Content starts

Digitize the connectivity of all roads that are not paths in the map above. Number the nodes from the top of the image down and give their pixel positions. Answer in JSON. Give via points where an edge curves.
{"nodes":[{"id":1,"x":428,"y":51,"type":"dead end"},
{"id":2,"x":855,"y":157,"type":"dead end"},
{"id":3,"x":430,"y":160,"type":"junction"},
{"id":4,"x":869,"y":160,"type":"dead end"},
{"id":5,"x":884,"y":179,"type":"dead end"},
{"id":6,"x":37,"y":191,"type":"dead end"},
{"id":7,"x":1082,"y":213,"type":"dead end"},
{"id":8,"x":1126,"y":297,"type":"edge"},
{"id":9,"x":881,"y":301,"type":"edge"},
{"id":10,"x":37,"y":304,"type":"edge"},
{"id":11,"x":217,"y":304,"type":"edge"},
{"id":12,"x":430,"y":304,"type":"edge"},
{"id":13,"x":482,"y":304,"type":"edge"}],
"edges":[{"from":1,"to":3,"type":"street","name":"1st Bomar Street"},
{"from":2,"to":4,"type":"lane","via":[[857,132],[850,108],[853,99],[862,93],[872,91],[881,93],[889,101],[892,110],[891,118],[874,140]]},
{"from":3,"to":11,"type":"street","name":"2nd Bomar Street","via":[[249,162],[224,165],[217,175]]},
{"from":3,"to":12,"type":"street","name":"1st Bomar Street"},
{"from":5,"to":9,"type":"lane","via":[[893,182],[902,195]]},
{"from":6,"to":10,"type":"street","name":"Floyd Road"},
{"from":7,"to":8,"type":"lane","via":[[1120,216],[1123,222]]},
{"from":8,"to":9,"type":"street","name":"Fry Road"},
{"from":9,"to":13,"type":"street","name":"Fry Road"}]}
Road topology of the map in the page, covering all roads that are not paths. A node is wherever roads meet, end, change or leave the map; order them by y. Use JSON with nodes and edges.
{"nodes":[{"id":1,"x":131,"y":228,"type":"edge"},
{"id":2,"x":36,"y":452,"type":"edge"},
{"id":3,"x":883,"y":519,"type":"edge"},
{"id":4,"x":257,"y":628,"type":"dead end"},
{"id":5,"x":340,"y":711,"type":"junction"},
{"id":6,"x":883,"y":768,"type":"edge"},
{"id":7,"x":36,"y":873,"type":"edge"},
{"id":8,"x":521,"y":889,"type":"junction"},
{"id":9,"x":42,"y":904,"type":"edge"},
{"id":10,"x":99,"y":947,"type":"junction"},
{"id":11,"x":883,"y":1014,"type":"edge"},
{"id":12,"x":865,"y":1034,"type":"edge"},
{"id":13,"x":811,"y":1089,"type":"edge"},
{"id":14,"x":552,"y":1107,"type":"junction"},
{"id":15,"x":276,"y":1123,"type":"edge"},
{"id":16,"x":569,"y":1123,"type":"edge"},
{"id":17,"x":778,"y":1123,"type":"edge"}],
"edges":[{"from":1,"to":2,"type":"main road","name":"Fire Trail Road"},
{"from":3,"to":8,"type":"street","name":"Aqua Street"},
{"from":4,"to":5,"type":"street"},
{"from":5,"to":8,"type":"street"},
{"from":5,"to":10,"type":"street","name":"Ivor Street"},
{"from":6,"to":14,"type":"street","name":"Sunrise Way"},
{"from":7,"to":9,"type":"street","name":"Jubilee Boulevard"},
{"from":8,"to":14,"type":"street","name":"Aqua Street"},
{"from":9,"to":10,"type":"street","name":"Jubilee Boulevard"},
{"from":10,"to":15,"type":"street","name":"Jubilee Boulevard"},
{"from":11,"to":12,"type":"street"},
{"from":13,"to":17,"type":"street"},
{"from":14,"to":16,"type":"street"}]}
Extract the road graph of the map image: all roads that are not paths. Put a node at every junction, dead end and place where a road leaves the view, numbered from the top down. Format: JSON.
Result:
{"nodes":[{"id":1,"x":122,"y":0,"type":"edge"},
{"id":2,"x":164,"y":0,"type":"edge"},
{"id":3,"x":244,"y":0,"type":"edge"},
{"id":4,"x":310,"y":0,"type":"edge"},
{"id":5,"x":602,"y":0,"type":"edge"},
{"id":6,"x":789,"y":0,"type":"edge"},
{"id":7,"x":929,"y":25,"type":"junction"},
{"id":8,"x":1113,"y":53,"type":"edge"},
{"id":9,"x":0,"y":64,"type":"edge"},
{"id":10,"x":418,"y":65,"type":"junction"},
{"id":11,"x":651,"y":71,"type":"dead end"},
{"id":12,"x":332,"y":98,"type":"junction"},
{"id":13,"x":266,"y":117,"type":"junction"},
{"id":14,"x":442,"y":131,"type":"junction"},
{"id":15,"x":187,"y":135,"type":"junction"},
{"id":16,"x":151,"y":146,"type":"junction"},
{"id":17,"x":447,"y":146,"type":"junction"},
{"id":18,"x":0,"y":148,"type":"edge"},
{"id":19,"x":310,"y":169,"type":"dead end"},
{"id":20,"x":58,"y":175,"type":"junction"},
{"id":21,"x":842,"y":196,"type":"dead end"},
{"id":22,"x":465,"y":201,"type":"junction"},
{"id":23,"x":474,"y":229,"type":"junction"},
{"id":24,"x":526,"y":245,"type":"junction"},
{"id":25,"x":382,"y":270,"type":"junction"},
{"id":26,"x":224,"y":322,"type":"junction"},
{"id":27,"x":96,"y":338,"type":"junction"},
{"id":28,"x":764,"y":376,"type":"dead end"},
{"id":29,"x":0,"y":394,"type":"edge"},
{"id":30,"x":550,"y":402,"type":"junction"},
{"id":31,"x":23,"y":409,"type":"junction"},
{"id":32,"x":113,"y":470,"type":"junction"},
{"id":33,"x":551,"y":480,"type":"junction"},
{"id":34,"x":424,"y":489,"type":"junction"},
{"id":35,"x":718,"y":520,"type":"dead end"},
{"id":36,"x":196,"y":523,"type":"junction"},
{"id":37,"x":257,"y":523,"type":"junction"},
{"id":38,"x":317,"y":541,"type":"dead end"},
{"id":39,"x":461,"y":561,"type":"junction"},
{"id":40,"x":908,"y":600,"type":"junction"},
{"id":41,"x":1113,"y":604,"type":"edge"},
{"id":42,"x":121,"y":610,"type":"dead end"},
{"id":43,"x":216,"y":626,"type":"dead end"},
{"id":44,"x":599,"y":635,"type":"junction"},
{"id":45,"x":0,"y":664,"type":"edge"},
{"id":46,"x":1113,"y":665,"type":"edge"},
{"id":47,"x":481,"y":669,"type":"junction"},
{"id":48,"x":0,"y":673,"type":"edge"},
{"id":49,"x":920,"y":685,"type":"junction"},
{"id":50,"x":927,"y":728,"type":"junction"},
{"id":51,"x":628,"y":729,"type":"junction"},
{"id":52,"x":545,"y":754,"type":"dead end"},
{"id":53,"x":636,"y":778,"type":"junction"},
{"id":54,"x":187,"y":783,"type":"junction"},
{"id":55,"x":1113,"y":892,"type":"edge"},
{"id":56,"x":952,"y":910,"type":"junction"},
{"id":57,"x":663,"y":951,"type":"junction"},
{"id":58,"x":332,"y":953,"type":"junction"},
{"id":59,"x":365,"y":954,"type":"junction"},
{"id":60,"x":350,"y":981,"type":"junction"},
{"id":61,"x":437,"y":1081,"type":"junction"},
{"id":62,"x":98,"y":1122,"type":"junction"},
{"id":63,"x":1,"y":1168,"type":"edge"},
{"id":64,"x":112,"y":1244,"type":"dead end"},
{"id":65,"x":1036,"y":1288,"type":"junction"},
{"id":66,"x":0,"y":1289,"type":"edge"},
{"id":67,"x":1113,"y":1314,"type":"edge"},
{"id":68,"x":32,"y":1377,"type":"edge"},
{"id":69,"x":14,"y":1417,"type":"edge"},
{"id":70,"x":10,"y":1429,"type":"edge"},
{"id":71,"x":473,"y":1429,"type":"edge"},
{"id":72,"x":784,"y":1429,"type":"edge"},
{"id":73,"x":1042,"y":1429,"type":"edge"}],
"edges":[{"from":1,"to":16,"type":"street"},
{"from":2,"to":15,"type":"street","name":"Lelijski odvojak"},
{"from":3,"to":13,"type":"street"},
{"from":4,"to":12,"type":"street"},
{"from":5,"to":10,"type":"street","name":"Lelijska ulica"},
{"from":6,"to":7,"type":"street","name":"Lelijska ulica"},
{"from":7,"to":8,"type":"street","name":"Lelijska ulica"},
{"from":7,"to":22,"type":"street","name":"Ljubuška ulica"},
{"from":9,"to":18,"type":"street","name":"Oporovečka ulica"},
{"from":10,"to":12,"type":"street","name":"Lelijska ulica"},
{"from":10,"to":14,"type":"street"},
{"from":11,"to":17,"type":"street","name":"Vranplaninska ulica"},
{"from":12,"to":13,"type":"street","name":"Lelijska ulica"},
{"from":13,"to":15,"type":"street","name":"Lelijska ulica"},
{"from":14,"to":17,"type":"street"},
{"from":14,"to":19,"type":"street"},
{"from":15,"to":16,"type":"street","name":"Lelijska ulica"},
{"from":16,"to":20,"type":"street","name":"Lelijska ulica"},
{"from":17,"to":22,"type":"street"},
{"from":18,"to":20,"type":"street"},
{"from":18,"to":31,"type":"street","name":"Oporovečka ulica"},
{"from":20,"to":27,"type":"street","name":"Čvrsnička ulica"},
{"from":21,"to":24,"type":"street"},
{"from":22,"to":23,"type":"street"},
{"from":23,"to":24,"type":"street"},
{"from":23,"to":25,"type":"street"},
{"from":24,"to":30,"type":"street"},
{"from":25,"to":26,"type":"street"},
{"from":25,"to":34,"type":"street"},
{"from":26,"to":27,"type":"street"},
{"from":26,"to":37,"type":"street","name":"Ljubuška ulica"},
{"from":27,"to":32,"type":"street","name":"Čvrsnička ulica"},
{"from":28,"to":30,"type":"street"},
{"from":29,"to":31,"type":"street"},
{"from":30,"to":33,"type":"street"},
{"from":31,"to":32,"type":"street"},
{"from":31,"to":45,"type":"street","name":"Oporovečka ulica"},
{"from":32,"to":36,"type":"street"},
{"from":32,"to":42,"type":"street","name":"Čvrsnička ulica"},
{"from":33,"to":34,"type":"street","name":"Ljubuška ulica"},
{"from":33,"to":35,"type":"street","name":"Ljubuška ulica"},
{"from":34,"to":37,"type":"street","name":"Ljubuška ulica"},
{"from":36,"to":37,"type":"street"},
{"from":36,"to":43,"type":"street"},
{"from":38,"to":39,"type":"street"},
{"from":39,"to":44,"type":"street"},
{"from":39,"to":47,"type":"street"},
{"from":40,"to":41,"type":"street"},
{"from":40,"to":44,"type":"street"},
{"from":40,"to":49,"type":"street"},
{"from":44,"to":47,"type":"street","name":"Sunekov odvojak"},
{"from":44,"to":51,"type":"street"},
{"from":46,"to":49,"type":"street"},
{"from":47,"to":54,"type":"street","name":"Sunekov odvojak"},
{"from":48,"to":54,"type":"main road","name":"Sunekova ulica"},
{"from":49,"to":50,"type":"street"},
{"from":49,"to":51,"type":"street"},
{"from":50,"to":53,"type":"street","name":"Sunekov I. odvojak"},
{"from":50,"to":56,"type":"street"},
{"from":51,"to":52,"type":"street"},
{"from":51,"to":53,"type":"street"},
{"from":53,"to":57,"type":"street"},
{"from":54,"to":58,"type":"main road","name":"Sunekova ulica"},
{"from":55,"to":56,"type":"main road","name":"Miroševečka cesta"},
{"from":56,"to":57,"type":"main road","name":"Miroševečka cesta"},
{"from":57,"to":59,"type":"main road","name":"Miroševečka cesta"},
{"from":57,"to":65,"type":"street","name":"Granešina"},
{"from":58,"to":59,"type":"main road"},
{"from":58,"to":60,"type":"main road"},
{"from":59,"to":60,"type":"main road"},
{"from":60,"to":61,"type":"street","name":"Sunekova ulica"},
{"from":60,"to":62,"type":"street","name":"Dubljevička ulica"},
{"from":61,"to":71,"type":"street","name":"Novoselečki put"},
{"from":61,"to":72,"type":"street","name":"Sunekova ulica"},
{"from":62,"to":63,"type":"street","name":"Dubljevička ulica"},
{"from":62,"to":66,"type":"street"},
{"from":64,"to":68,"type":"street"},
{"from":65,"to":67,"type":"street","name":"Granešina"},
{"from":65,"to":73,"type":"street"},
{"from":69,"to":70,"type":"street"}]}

Content ends

A single number is the answer: how many lines of the material above hold the word "edges"?

4